Keith Allen Harward released from Virginia prison after 33 years


Wrongfully imprisoned when he was 27 years old

As he walked into the Virginia sun after spending 33 years in prison for crimes authorities now say he didn’t commit, the fact that his parents weren’t there to see him become a free man weighed heavily on Keith Allen Harward’s mind.

“That’s the worst part of this,” said Harward, who choked back tears as he spoke about his parents, who both died while he was wrongfully imprisoned. “I’ll never get that back.”

Harward was released from the Nottoway Correctional Center on Friday after the Virginia Supreme Court agreed that DNA evidence proves he’s innocent of the 1982 killing of Jesse Perron and the rape of his wife in Newport News…

The Innocence Project got involved in Harward’s case about two years ago and pushed for DNA tests, which failed to identify Harward’s genetic profile in sperm left at the crime scene. The DNA matched that of one of Harward’s former shipmate’s, Jerry L. Crotty, who died in an Ohio prison in June 2006, where he was serving a sentence for abduction…

Harward initially faced the death penalty, but a loophole in the law caused his capital murder conviction to be overturned in 1985, said Olga Akselrod, another Innocence Project attorney.

“The fact that this case involved an innocent man who faced the death penalty should terrify everyone, not just in the state of Virginia but also in the 31 other states that still have the death penalty,” Akselrod said.

Harward said he’s heading to his home state of North Carolina with family, who acknowledged that it will take him some time to get used to his new world.

“Keith is stepping out of a time capsule into a different world. We’re going to try to help him all we can,” said his brother, Charles Harward.

Harward said he’s looking forward to having some fried oysters as soon as he can. Beyond that, he’s not so sure. He just excited to be free to do whatever he wants.

“Go out and hug a tree, sit in a park. Whatever I want to do. Because I can.”

The state of Virginia almost executed a man, they imprisoned him for 33 years on bite mark evidence that’s hardly conclusive in any scientific forensics lab. After the rape victim didn’t identify him.

If it weren’t for modern technology like DNA testing – and the dedication of efforts like the Innocence Project – states like Virginia would continue to lock away individuals on mediocre evidence. And Keith Allen Harward would still be in prison.

Is this a record the United States should be proud of?

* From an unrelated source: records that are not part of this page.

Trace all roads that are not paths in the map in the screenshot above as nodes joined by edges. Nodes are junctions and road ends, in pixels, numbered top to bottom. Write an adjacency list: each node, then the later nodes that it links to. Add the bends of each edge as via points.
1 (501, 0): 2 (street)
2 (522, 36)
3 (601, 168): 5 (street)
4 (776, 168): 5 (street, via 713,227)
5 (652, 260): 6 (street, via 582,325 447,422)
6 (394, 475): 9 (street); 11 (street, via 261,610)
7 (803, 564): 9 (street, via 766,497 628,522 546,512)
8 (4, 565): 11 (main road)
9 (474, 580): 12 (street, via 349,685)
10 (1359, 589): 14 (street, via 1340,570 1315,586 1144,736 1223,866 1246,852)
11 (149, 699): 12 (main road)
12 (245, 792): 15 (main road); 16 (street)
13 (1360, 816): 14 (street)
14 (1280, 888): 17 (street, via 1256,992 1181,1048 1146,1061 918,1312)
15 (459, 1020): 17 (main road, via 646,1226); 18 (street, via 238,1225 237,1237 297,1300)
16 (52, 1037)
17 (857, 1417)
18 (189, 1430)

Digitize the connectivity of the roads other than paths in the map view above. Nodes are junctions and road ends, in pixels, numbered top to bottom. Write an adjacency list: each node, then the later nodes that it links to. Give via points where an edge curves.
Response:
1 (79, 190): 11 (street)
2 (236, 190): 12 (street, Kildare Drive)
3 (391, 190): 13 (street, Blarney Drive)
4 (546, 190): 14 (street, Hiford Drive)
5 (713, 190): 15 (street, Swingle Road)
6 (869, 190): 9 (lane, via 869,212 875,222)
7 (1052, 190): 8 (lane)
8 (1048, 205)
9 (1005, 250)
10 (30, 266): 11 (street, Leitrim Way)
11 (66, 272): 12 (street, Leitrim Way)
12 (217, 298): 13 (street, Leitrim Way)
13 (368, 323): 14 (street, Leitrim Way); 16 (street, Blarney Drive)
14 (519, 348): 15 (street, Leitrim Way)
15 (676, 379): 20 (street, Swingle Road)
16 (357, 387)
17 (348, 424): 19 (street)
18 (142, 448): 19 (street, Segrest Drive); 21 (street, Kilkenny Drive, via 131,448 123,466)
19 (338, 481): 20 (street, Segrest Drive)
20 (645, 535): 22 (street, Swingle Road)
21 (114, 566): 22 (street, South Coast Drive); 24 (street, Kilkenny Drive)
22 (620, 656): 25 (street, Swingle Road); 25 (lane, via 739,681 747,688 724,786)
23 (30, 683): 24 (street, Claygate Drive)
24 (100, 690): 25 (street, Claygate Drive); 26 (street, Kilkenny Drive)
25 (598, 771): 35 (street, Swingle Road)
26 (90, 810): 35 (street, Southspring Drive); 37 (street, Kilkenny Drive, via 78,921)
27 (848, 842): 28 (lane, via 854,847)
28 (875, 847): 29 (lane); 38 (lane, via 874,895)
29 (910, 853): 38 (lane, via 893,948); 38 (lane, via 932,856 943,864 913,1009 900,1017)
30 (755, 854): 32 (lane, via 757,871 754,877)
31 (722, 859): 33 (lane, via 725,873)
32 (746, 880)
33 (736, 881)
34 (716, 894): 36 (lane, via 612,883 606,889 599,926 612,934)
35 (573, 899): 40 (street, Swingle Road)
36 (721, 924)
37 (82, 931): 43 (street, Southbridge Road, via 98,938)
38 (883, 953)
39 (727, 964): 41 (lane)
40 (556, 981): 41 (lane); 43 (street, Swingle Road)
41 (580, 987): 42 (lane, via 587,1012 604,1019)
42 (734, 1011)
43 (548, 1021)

Researchers found that 149 people were cleared in 2015 for crimes they didn’t commit — more than any other year in history, according to a report published Wednesday by the National Registry of Exonerations, a project of the University of Michigan Law School. By comparison, 139 people were exonerated in 2014. The number has risen most years since 2005, when 61 people were cleared of crimes they didn’t commit…

The men and women who were cleared last year had, on average, served 14.5 years in prison. Some had been on death row. Others were younger than 18 when they were convicted or had intellectual disabilities. All had been swept into a justice system that’s supposed to be based on the presumption of innocence, but failed.

The high number of exonerations shows widespread problems with the system and likely “points to a much larger number of false convictions” that haven’t been reversed, the report said.

Here are some patterns the organization found in 2015 exonerations:

Official Misconduct

About 40 percent of the 2015 exonerations involved official misconduct, a record. About 75 percent of the homicide exonerations involved misconduct…

False Confessions

Almost 20 percent of exonerations in 2015 were for convictions based on false confessions — a record. Those cases overwhelmingly were homicides involving defendants who were under 18, intellectually disabled, or both…

No Crime Was Actually Committed

In about half of the exonerations in 2015, no crime was actually ever committed by the people put behind bars — a record, according to the report. Most of these cases involved drugs. Some included homicide or arson…

Flawed Forensic Evidence

Many of last year’s exonerations involved flawed or invalid forensic evidence. According to the Innocence Project, improper forensic science is a leading cause of wrongful conviction…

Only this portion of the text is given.